O sistema também inclui um diferencial de pressão com batente rígido, dando o que o designer chama de retorno de ponto zero. O braço sempre volta exatamente para o mesmo lugar, o que é ideal para músicos que não gostam de tremolo flutuante. Um pequeno parafuso pode ser removido para permitir operação totalmente flutuante. O parafuso é projetado como um pino de cisalhamento, então se quebrar sob uso pesado, é barato de substituir e não causa danos permanentes.
Um Braço Assimétrico para Curvas Limpas
O braço da Powers Electric é sutilmente assimétrico. O raio não é um raio verdadeiro. É ligeiramente mais plano no lado dos agudos, onde a maioria dos músicos faz curvas, e ligeiramente mais arredondado no lado dos graves. Esse design permite ação baixa e curvas limpas e claras sem que a corda abafe nos trastes. A forma permanece em uma faixa familiar e confortável, então a mão do músico nunca nota nada incomum.
O braço é feito de jacarandá hondurenho, combinado com um espesso revestimento de cabeçote da mesma madeira. A pestana não atravessa esse revestimento. Em vez disso, a pestana fica em uma prateleira, unida entre as duas superfícies.

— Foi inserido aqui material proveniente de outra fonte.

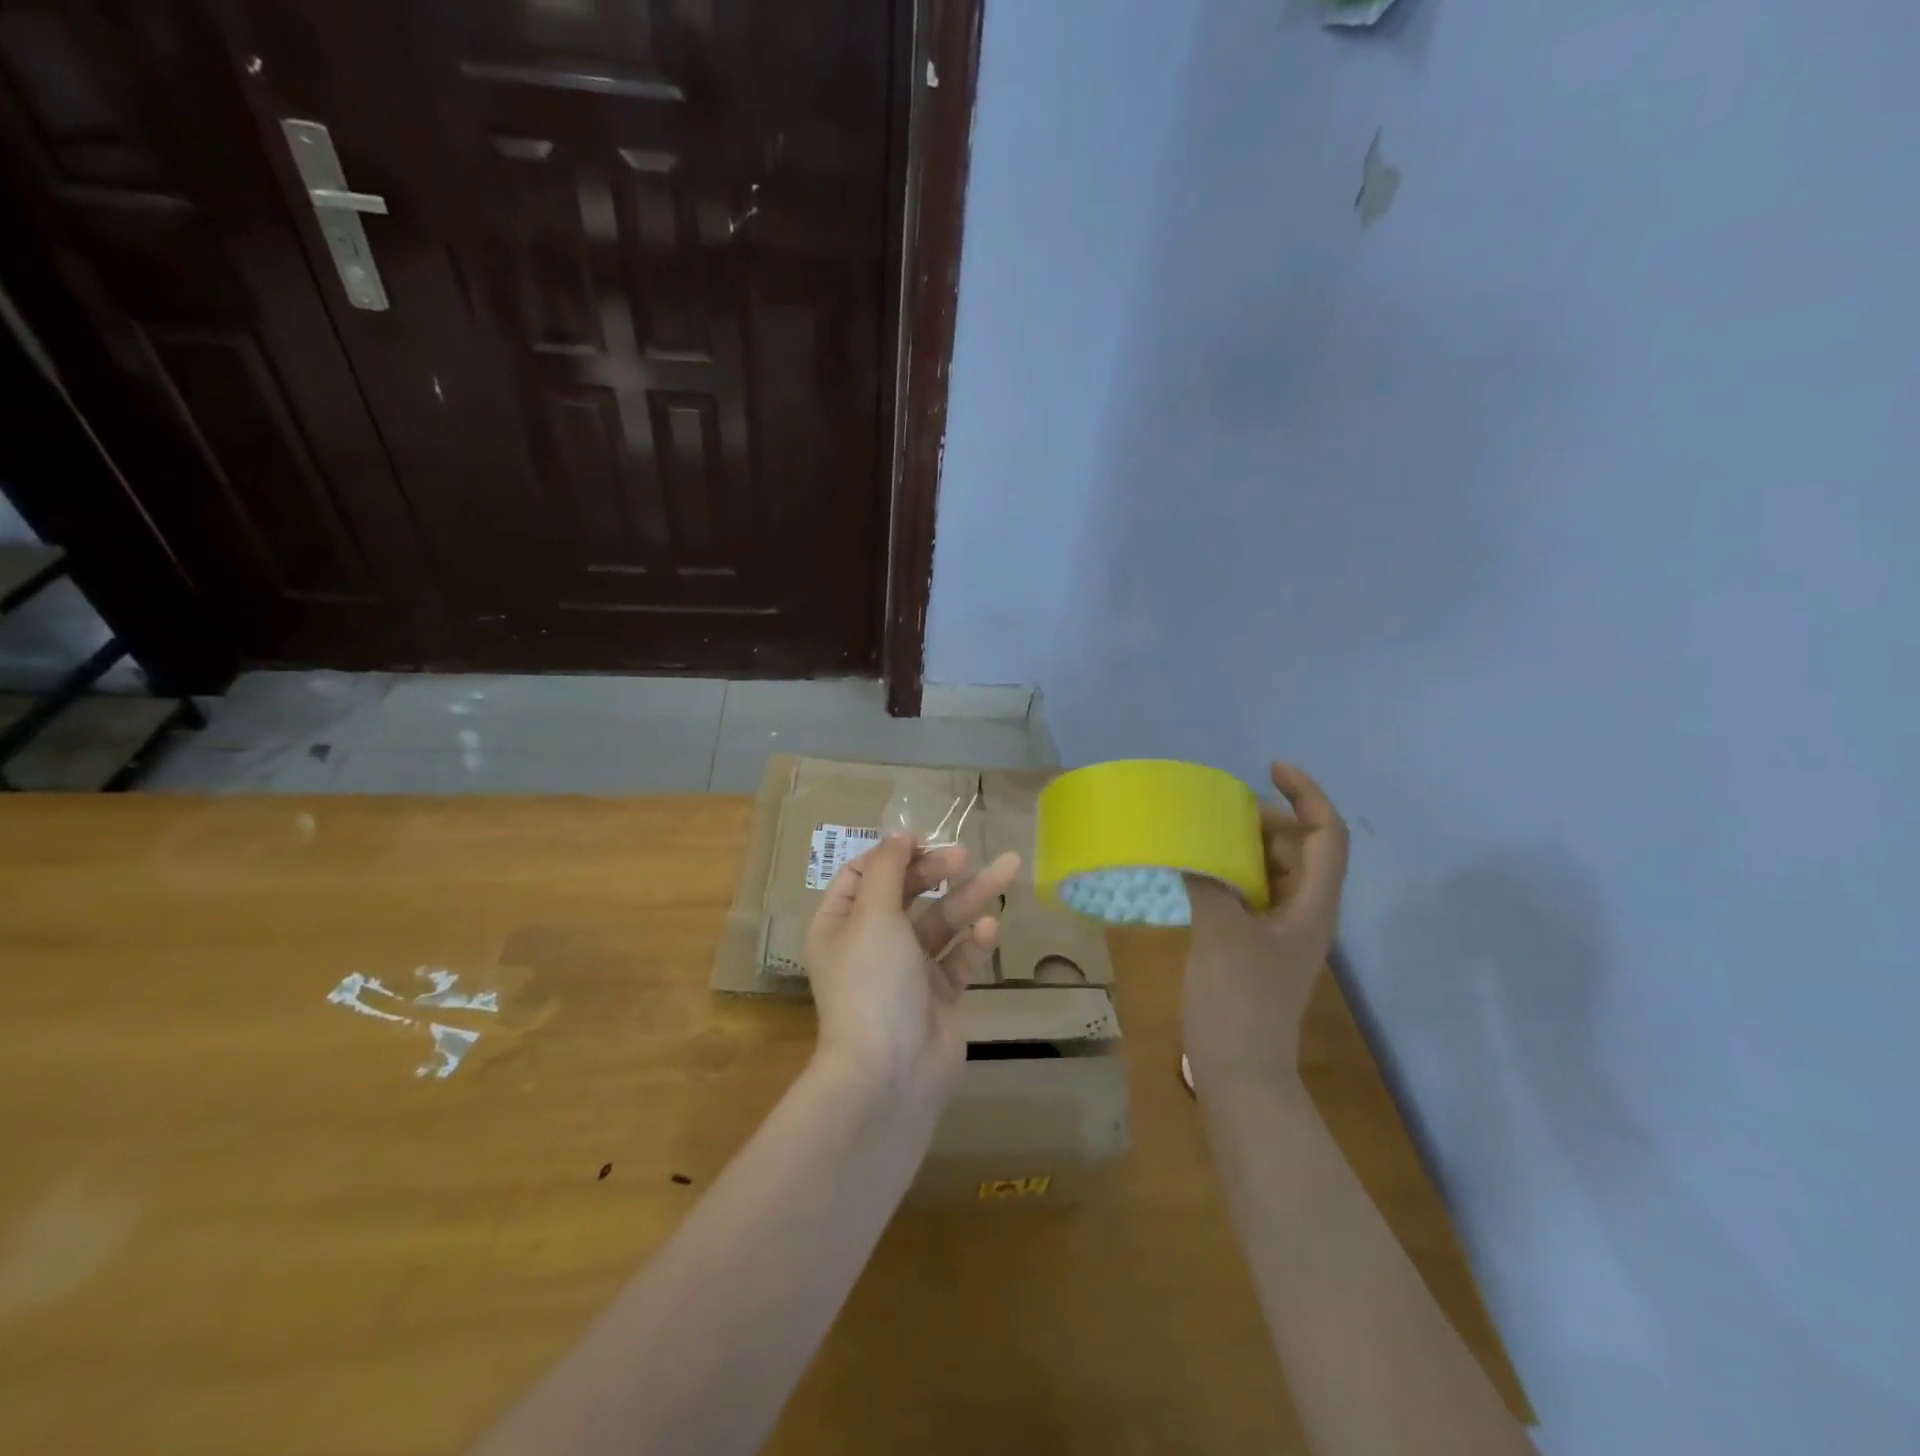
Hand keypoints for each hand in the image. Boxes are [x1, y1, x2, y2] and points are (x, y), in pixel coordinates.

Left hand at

Esse arranjo controla a ressonância torcional do braço, fazendo todo o conjunto se comportar mais como um diapasão. O cabeçote também é projetado com comprimentos de corda específicos em mente, ajudando a controlar vibrações simpáticas e evitar pontos mortos em todo o braço.

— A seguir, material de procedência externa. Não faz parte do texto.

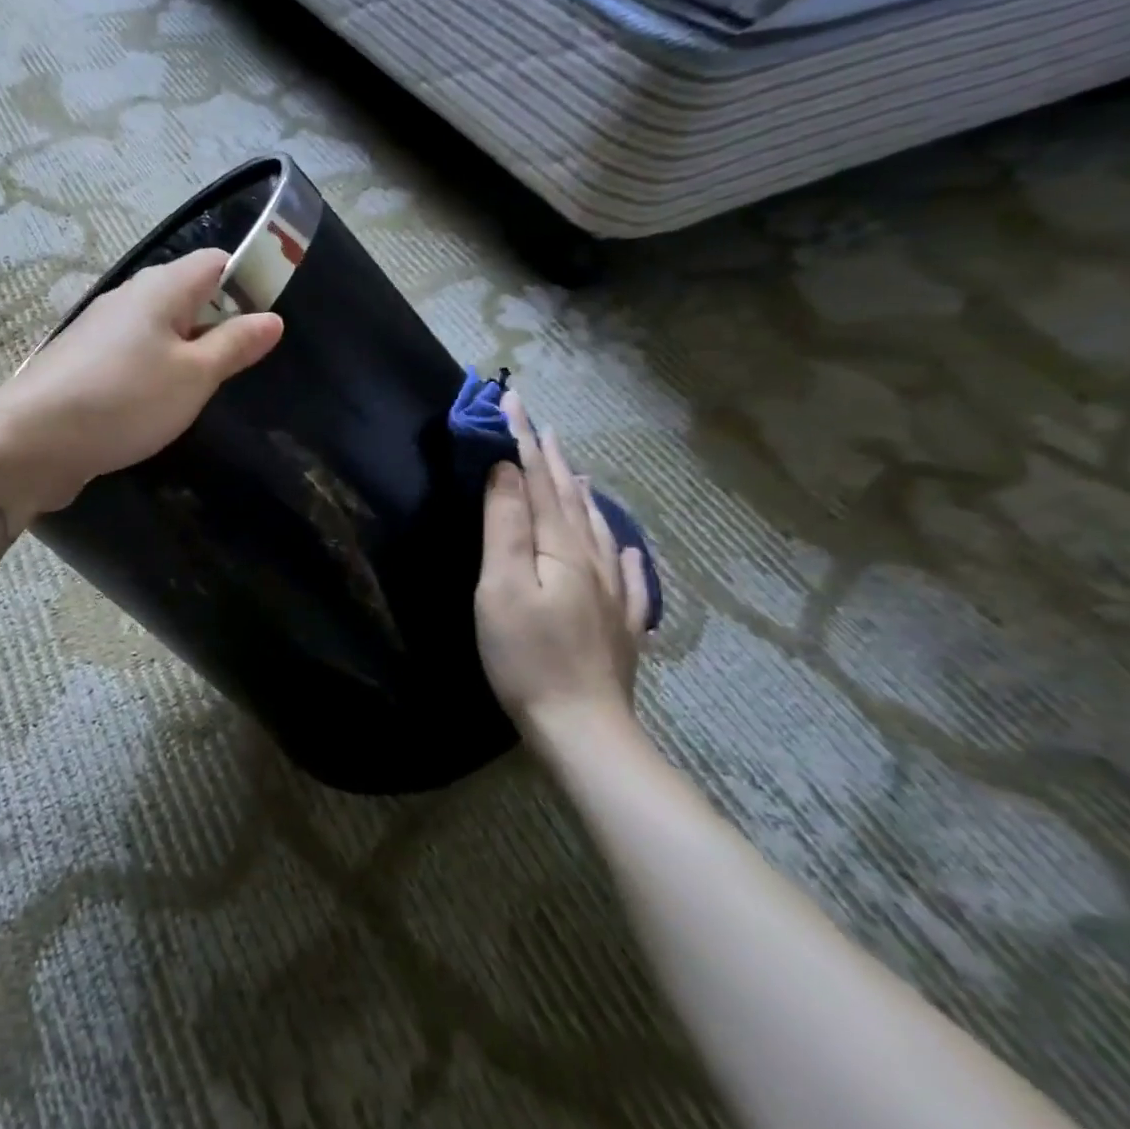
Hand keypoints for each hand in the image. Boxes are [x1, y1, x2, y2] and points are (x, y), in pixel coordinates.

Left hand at [0, 249, 283, 513]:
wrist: (32, 441)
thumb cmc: (125, 400)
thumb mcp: (193, 376)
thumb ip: (234, 345)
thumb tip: (271, 318)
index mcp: (160, 288)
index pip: (216, 262)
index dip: (248, 282)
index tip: (267, 322)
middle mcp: (128, 298)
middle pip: (186, 294)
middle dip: (218, 322)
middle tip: (241, 365)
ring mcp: (100, 330)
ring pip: (158, 328)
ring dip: (185, 352)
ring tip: (204, 390)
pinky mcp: (83, 363)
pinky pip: (133, 355)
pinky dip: (154, 371)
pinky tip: (158, 405)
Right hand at [474, 389, 650, 738]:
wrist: (583, 729)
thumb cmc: (527, 655)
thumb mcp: (502, 585)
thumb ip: (505, 525)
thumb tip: (506, 471)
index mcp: (560, 546)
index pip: (538, 479)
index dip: (523, 439)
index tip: (512, 400)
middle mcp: (593, 560)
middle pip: (568, 497)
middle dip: (550, 457)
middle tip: (539, 422)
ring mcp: (612, 594)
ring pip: (596, 529)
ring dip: (580, 494)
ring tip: (573, 469)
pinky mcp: (619, 625)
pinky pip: (627, 575)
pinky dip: (621, 550)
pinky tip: (623, 545)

Captadores que Deixam a Corda Respirar
Os captadores da Powers Electric são chamados de Full Faraday 42, nomeados pelo fio de 42 gauges e pela gaiola de Faraday completa que envolve cada unidade. As tampas são fresadas de alumínio 6061, que é paramagnético. Quando um campo magnético se move perto do alumínio, ele gera correntes parasitas que se opõem ao movimento. O designer usa esse efeito para difundir o campo magnético dos captadores, para que eles não puxem fortemente as cordas e corrompam seu padrão de vibração.
Esse efeito magnético mais suave preserva o conteúdo harmônico e a riqueza do som da corda. Os captadores funcionam quase perfeitamente silenciosos em todas as posições da chave, mesmo com vários pedais de overdrive engajados. Tonalmente, os captadores são descritos como claros e quentes, com uma resposta suave e equilibrada. O controle de tom é ajustado mais como um EQ de amplificador do que um controle típico de guitarra, cortando os agudos enquanto mantém os médios intactos.

Conselhos de Compra
A Powers Electric está na faixa de preço de três mil e quinhentos a quatro mil dólares. Isso a coloca firmemente na categoria de luthier boutique, comparável ao que você pagaria por um instrumento personalizado de um pequeno construtor. O preço reflete o nível de artesanato: cada peça é usinada internamente, da base do vibrato às tampas dos captadores, usando as mesmas instalações e equipe que apoiam a Taylor Guitars.
Não há indicação de uma versão de produção mais acessível no futuro próximo. O designer afirmou que mover a produção para um modelo de custo mais baixo perderia muito do que torna a guitarra especial. Se você procura um instrumento único com um design coeso e um ponto de vista forte, a Powers Electric merece consideração séria.
Conclusão
A guitarra Powers Electric é uma notável peça de design e engenharia. Seu corpo totalmente oco, vibrato de eixo de comando, braço assimétrico e captadores cobertos de alumínio trabalham juntos para criar um instrumento responsivo, silencioso e equilibrado. É uma guitarra construída por pessoas que amam fazer guitarras, e essa paixão é evidente em cada detalhe.
Para músicos que apreciam artesanato e estão dispostos a investir em um instrumento boutique, a Powers Electric oferece algo genuinamente diferente. É uma guitarra que recompensa atenção próxima e oferece uma experiência de tocar difícil de encontrar em outros lugares.